* WHAT IS EXPECTED: Reproduce the records word for word, with nothing left out.

* RECORDS FOR THE EXERCISE:
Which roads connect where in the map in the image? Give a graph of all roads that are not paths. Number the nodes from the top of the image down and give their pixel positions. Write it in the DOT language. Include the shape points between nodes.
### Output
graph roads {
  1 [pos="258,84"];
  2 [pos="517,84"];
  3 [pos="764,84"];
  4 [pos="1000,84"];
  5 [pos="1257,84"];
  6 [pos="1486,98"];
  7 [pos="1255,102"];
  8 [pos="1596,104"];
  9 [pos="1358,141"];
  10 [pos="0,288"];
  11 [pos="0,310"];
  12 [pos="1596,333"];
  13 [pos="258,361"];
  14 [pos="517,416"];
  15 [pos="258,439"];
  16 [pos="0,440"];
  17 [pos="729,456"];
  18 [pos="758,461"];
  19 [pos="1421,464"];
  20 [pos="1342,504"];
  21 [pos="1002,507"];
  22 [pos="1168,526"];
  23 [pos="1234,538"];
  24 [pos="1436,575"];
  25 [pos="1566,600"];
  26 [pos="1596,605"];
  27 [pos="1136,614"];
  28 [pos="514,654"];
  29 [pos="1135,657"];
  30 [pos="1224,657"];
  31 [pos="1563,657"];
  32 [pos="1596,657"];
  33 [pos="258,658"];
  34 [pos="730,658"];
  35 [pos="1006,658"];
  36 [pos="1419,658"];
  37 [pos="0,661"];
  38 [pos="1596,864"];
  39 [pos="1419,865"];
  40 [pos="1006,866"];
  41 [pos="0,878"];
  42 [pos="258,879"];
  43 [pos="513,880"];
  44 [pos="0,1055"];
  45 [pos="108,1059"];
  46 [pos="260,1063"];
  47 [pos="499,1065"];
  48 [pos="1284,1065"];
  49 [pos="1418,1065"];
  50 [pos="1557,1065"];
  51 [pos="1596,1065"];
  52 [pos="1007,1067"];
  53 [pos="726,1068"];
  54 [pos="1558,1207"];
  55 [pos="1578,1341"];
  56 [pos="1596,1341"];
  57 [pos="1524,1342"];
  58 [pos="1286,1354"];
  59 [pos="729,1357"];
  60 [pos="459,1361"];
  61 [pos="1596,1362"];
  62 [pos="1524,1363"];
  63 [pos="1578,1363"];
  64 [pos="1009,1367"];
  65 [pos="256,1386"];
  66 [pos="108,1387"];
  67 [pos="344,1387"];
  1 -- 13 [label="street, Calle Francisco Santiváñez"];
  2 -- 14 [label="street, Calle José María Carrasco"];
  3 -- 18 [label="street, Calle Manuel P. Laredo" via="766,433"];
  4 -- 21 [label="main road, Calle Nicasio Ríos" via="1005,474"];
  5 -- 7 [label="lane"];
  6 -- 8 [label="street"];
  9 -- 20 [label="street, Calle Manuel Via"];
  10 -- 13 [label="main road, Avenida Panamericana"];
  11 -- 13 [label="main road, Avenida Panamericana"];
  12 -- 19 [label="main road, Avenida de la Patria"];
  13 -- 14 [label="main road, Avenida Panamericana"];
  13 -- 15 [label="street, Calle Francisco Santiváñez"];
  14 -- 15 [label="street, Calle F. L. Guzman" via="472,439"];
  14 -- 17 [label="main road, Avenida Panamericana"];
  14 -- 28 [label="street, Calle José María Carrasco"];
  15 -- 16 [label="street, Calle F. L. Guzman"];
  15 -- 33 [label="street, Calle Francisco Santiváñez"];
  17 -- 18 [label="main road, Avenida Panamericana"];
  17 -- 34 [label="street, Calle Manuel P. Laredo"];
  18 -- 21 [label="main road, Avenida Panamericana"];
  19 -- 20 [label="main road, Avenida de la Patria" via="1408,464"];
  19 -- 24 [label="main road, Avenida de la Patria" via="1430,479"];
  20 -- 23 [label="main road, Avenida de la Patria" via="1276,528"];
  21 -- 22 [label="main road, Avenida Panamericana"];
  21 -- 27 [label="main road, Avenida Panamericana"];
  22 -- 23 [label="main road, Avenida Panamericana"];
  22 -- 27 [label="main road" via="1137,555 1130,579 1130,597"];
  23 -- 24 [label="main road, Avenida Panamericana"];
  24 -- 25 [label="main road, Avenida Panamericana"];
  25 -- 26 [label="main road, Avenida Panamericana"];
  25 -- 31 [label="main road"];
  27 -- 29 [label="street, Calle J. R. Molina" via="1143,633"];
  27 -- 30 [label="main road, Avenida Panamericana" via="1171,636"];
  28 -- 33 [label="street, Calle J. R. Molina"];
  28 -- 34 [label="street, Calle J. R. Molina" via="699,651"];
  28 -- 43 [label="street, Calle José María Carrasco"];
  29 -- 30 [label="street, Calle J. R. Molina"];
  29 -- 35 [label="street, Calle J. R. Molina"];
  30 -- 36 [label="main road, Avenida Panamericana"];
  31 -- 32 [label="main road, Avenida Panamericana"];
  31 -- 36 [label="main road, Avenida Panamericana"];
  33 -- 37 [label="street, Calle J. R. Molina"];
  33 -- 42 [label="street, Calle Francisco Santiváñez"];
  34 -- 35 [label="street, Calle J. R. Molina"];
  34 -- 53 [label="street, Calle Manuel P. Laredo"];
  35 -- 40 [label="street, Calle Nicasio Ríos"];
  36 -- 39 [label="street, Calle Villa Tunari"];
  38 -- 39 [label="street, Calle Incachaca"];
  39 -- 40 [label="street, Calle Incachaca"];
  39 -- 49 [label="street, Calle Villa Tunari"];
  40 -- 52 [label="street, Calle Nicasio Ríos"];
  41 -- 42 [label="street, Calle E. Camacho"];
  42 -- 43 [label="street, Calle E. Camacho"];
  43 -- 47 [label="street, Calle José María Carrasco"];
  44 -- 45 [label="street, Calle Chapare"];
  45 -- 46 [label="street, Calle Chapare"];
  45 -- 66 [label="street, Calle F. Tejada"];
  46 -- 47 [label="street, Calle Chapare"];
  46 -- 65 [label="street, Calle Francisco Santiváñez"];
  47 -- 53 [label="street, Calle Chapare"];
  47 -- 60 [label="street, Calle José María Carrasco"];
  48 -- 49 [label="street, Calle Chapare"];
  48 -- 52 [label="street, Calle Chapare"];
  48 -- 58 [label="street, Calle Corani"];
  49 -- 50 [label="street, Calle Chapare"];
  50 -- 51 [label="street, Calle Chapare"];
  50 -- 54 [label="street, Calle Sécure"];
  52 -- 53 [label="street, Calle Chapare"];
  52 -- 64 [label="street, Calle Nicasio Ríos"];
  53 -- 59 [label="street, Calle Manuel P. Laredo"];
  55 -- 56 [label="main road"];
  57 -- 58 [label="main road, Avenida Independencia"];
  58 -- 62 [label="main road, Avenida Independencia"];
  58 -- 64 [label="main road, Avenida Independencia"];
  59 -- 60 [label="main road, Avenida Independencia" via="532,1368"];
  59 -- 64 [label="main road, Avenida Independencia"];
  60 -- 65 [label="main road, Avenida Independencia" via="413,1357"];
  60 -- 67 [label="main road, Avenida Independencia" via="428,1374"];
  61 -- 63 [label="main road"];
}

* RESPONSE TO THE TASK:
Which roads connect where in the map in the image? Give a graph of all roads that are not paths. Number the nodes from the top of the image down and give their pixel positions. Write it in the DOT language. Include the shape points between nodes.
### Output
graph roads {
  1 [pos="258,84"];
  2 [pos="517,84"];
  3 [pos="764,84"];
  4 [pos="1000,84"];
  5 [pos="1257,84"];
  6 [pos="1486,98"];
  7 [pos="1255,102"];
  8 [pos="1596,104"];
  9 [pos="1358,141"];
  10 [pos="0,288"];
  11 [pos="0,310"];
  12 [pos="1596,333"];
  13 [pos="258,361"];
  14 [pos="517,416"];
  15 [pos="258,439"];
  16 [pos="0,440"];
  17 [pos="729,456"];
  18 [pos="758,461"];
  19 [pos="1421,464"];
  20 [pos="1342,504"];
  21 [pos="1002,507"];
  22 [pos="1168,526"];
  23 [pos="1234,538"];
  24 [pos="1436,575"];
  25 [pos="1566,600"];
  26 [pos="1596,605"];
  27 [pos="1136,614"];
  28 [pos="514,654"];
  29 [pos="1135,657"];
  30 [pos="1224,657"];
  31 [pos="1563,657"];
  32 [pos="1596,657"];
  33 [pos="258,658"];
  34 [pos="730,658"];
  35 [pos="1006,658"];
  36 [pos="1419,658"];
  37 [pos="0,661"];
  38 [pos="1596,864"];
  39 [pos="1419,865"];
  40 [pos="1006,866"];
  41 [pos="0,878"];
  42 [pos="258,879"];
  43 [pos="513,880"];
  44 [pos="0,1055"];
  45 [pos="108,1059"];
  46 [pos="260,1063"];
  47 [pos="499,1065"];
  48 [pos="1284,1065"];
  49 [pos="1418,1065"];
  50 [pos="1557,1065"];
  51 [pos="1596,1065"];
  52 [pos="1007,1067"];
  53 [pos="726,1068"];
  54 [pos="1558,1207"];
  55 [pos="1578,1341"];
  56 [pos="1596,1341"];
  57 [pos="1524,1342"];
  58 [pos="1286,1354"];
  59 [pos="729,1357"];
  60 [pos="459,1361"];
  61 [pos="1596,1362"];
  62 [pos="1524,1363"];
  63 [pos="1578,1363"];
  64 [pos="1009,1367"];
  65 [pos="256,1386"];
  66 [pos="108,1387"];
  67 [pos="344,1387"];
  1 -- 13 [label="street, Calle Francisco Santiváñez"];
  2 -- 14 [label="street, Calle José María Carrasco"];
  3 -- 18 [label="street, Calle Manuel P. Laredo" via="766,433"];
  4 -- 21 [label="main road, Calle Nicasio Ríos" via="1005,474"];
  5 -- 7 [label="lane"];
  6 -- 8 [label="street"];
  9 -- 20 [label="street, Calle Manuel Via"];
  10 -- 13 [label="main road, Avenida Panamericana"];
  11 -- 13 [label="main road, Avenida Panamericana"];
  12 -- 19 [label="main road, Avenida de la Patria"];
  13 -- 14 [label="main road, Avenida Panamericana"];
  13 -- 15 [label="street, Calle Francisco Santiváñez"];
  14 -- 15 [label="street, Calle F. L. Guzman" via="472,439"];
  14 -- 17 [label="main road, Avenida Panamericana"];
  14 -- 28 [label="street, Calle José María Carrasco"];
  15 -- 16 [label="street, Calle F. L. Guzman"];
  15 -- 33 [label="street, Calle Francisco Santiváñez"];
  17 -- 18 [label="main road, Avenida Panamericana"];
  17 -- 34 [label="street, Calle Manuel P. Laredo"];
  18 -- 21 [label="main road, Avenida Panamericana"];
  19 -- 20 [label="main road, Avenida de la Patria" via="1408,464"];
  19 -- 24 [label="main road, Avenida de la Patria" via="1430,479"];
  20 -- 23 [label="main road, Avenida de la Patria" via="1276,528"];
  21 -- 22 [label="main road, Avenida Panamericana"];
  21 -- 27 [label="main road, Avenida Panamericana"];
  22 -- 23 [label="main road, Avenida Panamericana"];
  22 -- 27 [label="main road" via="1137,555 1130,579 1130,597"];
  23 -- 24 [label="main road, Avenida Panamericana"];
  24 -- 25 [label="main road, Avenida Panamericana"];
  25 -- 26 [label="main road, Avenida Panamericana"];
  25 -- 31 [label="main road"];
  27 -- 29 [label="street, Calle J. R. Molina" via="1143,633"];
  27 -- 30 [label="main road, Avenida Panamericana" via="1171,636"];
  28 -- 33 [label="street, Calle J. R. Molina"];
  28 -- 34 [label="street, Calle J. R. Molina" via="699,651"];
  28 -- 43 [label="street, Calle José María Carrasco"];
  29 -- 30 [label="street, Calle J. R. Molina"];
  29 -- 35 [label="street, Calle J. R. Molina"];
  30 -- 36 [label="main road, Avenida Panamericana"];
  31 -- 32 [label="main road, Avenida Panamericana"];
  31 -- 36 [label="main road, Avenida Panamericana"];
  33 -- 37 [label="street, Calle J. R. Molina"];
  33 -- 42 [label="street, Calle Francisco Santiváñez"];
  34 -- 35 [label="street, Calle J. R. Molina"];
  34 -- 53 [label="street, Calle Manuel P. Laredo"];
  35 -- 40 [label="street, Calle Nicasio Ríos"];
  36 -- 39 [label="street, Calle Villa Tunari"];
  38 -- 39 [label="street, Calle Incachaca"];
  39 -- 40 [label="street, Calle Incachaca"];
  39 -- 49 [label="street, Calle Villa Tunari"];
  40 -- 52 [label="street, Calle Nicasio Ríos"];
  41 -- 42 [label="street, Calle E. Camacho"];
  42 -- 43 [label="street, Calle E. Camacho"];
  43 -- 47 [label="street, Calle José María Carrasco"];
  44 -- 45 [label="street, Calle Chapare"];
  45 -- 46 [label="street, Calle Chapare"];
  45 -- 66 [label="street, Calle F. Tejada"];
  46 -- 47 [label="street, Calle Chapare"];
  46 -- 65 [label="street, Calle Francisco Santiváñez"];
  47 -- 53 [label="street, Calle Chapare"];
  47 -- 60 [label="street, Calle José María Carrasco"];
  48 -- 49 [label="street, Calle Chapare"];
  48 -- 52 [label="street, Calle Chapare"];
  48 -- 58 [label="street, Calle Corani"];
  49 -- 50 [label="street, Calle Chapare"];
  50 -- 51 [label="street, Calle Chapare"];
  50 -- 54 [label="street, Calle Sécure"];
  52 -- 53 [label="street, Calle Chapare"];
  52 -- 64 [label="street, Calle Nicasio Ríos"];
  53 -- 59 [label="street, Calle Manuel P. Laredo"];
  55 -- 56 [label="main road"];
  57 -- 58 [label="main road, Avenida Independencia"];
  58 -- 62 [label="main road, Avenida Independencia"];
  58 -- 64 [label="main road, Avenida Independencia"];
  59 -- 60 [label="main road, Avenida Independencia" via="532,1368"];
  59 -- 64 [label="main road, Avenida Independencia"];
  60 -- 65 [label="main road, Avenida Independencia" via="413,1357"];
  60 -- 67 [label="main road, Avenida Independencia" via="428,1374"];
  61 -- 63 [label="main road"];
}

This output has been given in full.